**Data for this task**
- - - -

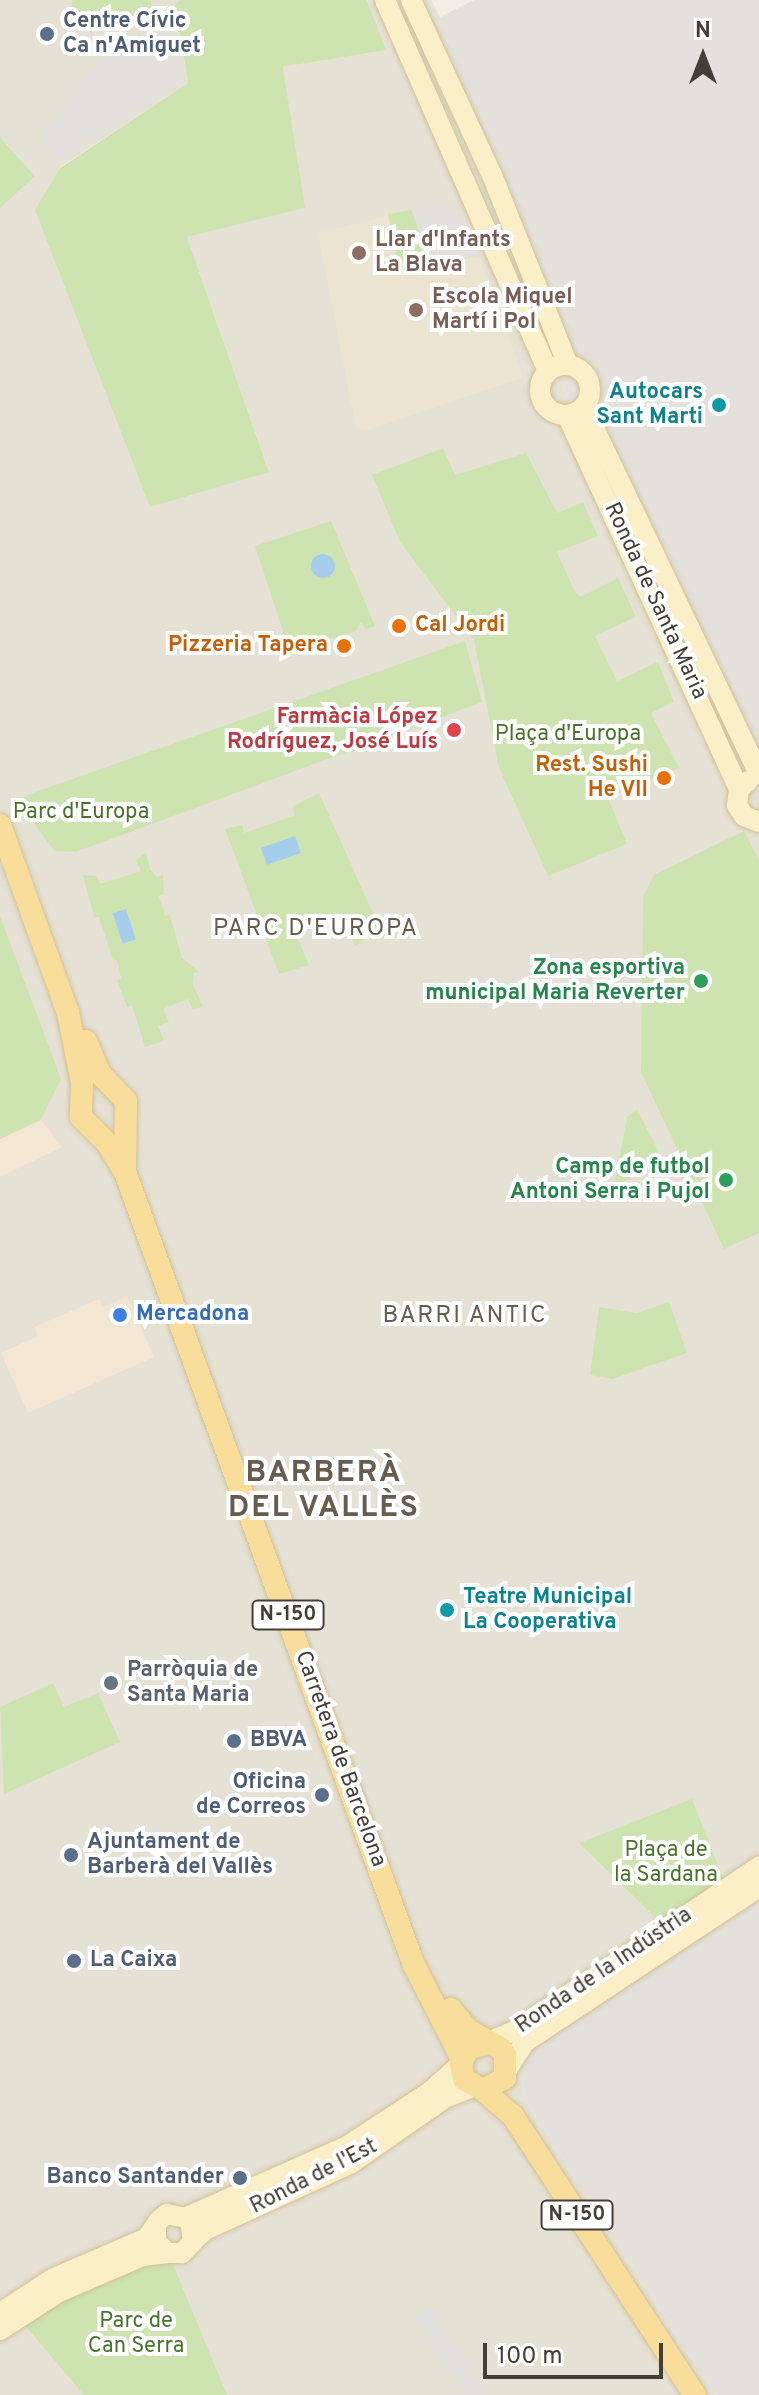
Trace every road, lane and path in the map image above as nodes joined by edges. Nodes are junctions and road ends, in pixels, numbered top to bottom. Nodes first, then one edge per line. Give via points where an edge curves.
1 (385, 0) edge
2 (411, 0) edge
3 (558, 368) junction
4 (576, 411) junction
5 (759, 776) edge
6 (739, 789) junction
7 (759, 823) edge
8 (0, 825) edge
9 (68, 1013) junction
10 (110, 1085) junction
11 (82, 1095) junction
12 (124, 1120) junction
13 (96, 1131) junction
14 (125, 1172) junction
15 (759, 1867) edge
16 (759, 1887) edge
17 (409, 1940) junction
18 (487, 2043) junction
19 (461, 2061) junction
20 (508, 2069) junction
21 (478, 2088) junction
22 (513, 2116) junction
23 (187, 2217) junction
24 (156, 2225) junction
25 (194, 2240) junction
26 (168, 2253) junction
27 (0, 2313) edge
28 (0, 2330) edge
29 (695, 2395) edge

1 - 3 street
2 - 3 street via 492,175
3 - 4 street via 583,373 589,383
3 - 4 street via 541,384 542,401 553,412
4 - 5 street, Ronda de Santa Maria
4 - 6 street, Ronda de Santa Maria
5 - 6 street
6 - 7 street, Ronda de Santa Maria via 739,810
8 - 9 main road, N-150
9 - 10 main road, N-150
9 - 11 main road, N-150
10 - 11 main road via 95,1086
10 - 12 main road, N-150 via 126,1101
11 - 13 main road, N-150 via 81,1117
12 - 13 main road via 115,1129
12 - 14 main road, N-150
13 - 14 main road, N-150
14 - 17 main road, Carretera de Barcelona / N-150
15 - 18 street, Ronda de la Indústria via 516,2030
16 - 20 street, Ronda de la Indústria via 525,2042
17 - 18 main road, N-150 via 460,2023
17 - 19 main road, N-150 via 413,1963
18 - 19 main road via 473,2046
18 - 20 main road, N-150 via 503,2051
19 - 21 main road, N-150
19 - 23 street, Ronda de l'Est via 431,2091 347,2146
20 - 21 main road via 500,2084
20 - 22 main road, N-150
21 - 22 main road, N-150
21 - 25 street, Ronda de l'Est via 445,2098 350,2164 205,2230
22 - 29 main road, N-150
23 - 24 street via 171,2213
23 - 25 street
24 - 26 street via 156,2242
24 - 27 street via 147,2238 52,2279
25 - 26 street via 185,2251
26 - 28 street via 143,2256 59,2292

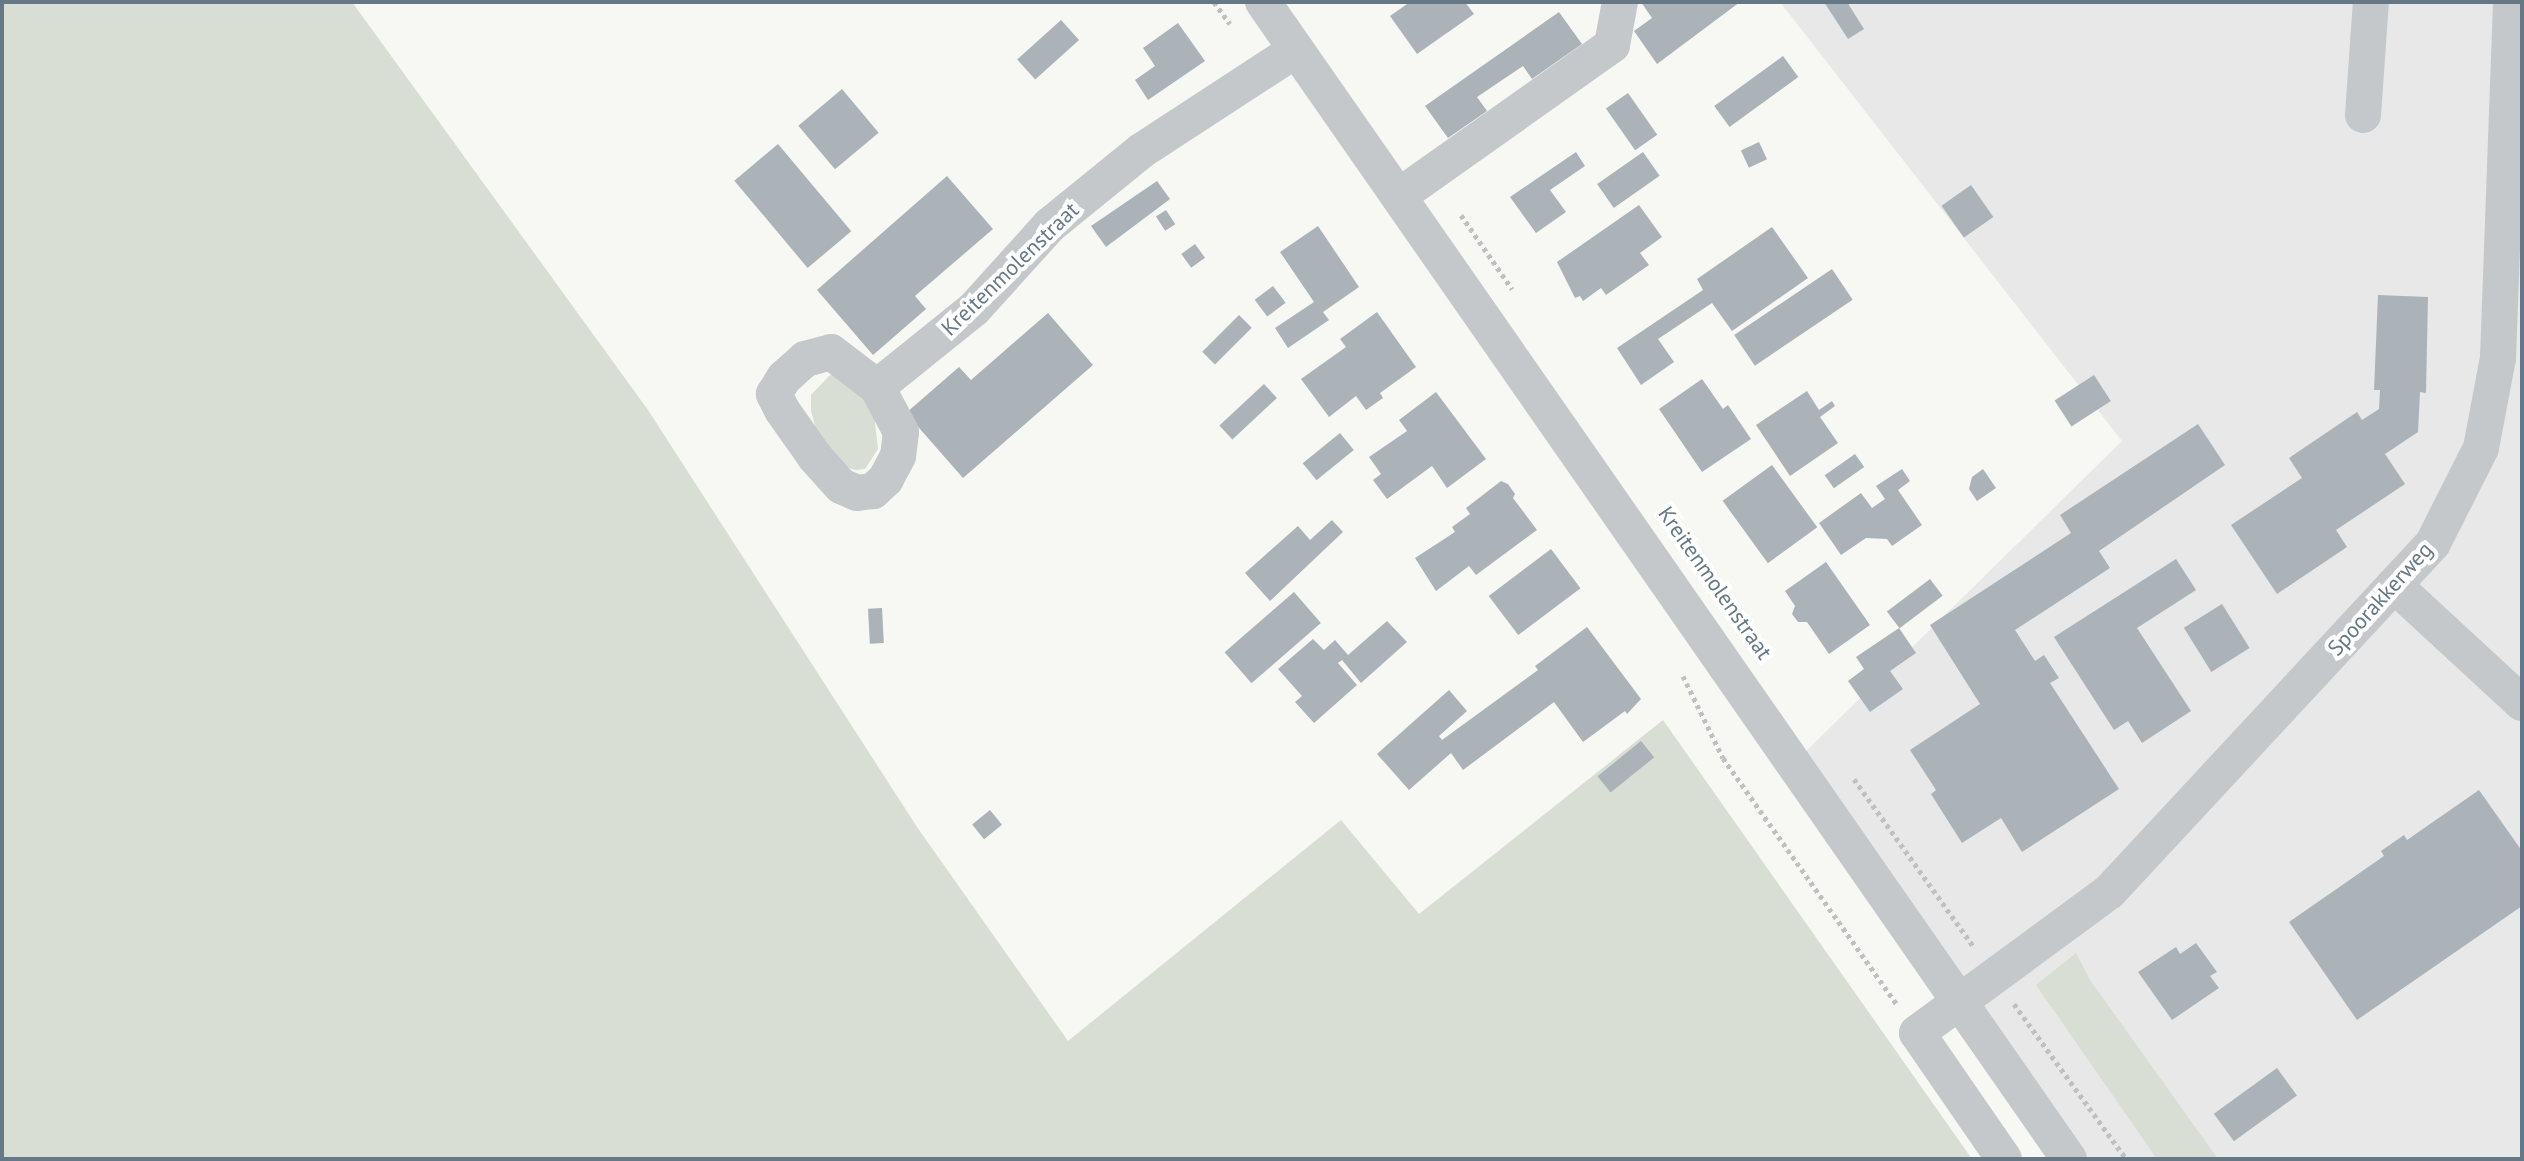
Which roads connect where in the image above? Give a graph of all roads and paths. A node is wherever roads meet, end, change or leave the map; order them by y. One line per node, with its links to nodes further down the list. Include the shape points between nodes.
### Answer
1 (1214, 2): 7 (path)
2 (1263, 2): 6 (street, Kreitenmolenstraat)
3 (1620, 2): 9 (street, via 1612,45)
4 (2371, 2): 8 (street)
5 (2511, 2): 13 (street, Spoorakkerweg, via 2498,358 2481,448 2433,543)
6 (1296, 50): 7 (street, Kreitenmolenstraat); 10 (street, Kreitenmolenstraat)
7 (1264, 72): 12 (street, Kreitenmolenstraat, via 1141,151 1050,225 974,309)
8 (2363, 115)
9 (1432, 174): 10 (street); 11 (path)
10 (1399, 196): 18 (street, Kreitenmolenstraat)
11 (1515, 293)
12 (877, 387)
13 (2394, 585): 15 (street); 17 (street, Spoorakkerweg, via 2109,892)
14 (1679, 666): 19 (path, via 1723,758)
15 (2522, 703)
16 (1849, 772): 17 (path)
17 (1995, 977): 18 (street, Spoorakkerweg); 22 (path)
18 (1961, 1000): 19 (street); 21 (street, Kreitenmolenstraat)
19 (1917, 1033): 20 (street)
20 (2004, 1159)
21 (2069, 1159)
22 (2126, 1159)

- - - -

**What the exercise asks**
From the line with "Which roads connect" to the end of the listing above, set down every line exactly as it appears, both ends included.

**Finished task**
Which roads connect where in the image above? Give a graph of all roads and paths. A node is wherever roads meet, end, change or leave the map; order them by y. One line per node, with its links to nodes further down the list. Include the shape points between nodes.
### Answer
1 (1214, 2): 7 (path)
2 (1263, 2): 6 (street, Kreitenmolenstraat)
3 (1620, 2): 9 (street, via 1612,45)
4 (2371, 2): 8 (street)
5 (2511, 2): 13 (street, Spoorakkerweg, via 2498,358 2481,448 2433,543)
6 (1296, 50): 7 (street, Kreitenmolenstraat); 10 (street, Kreitenmolenstraat)
7 (1264, 72): 12 (street, Kreitenmolenstraat, via 1141,151 1050,225 974,309)
8 (2363, 115)
9 (1432, 174): 10 (street); 11 (path)
10 (1399, 196): 18 (street, Kreitenmolenstraat)
11 (1515, 293)
12 (877, 387)
13 (2394, 585): 15 (street); 17 (street, Spoorakkerweg, via 2109,892)
14 (1679, 666): 19 (path, via 1723,758)
15 (2522, 703)
16 (1849, 772): 17 (path)
17 (1995, 977): 18 (street, Spoorakkerweg); 22 (path)
18 (1961, 1000): 19 (street); 21 (street, Kreitenmolenstraat)
19 (1917, 1033): 20 (street)
20 (2004, 1159)
21 (2069, 1159)
22 (2126, 1159)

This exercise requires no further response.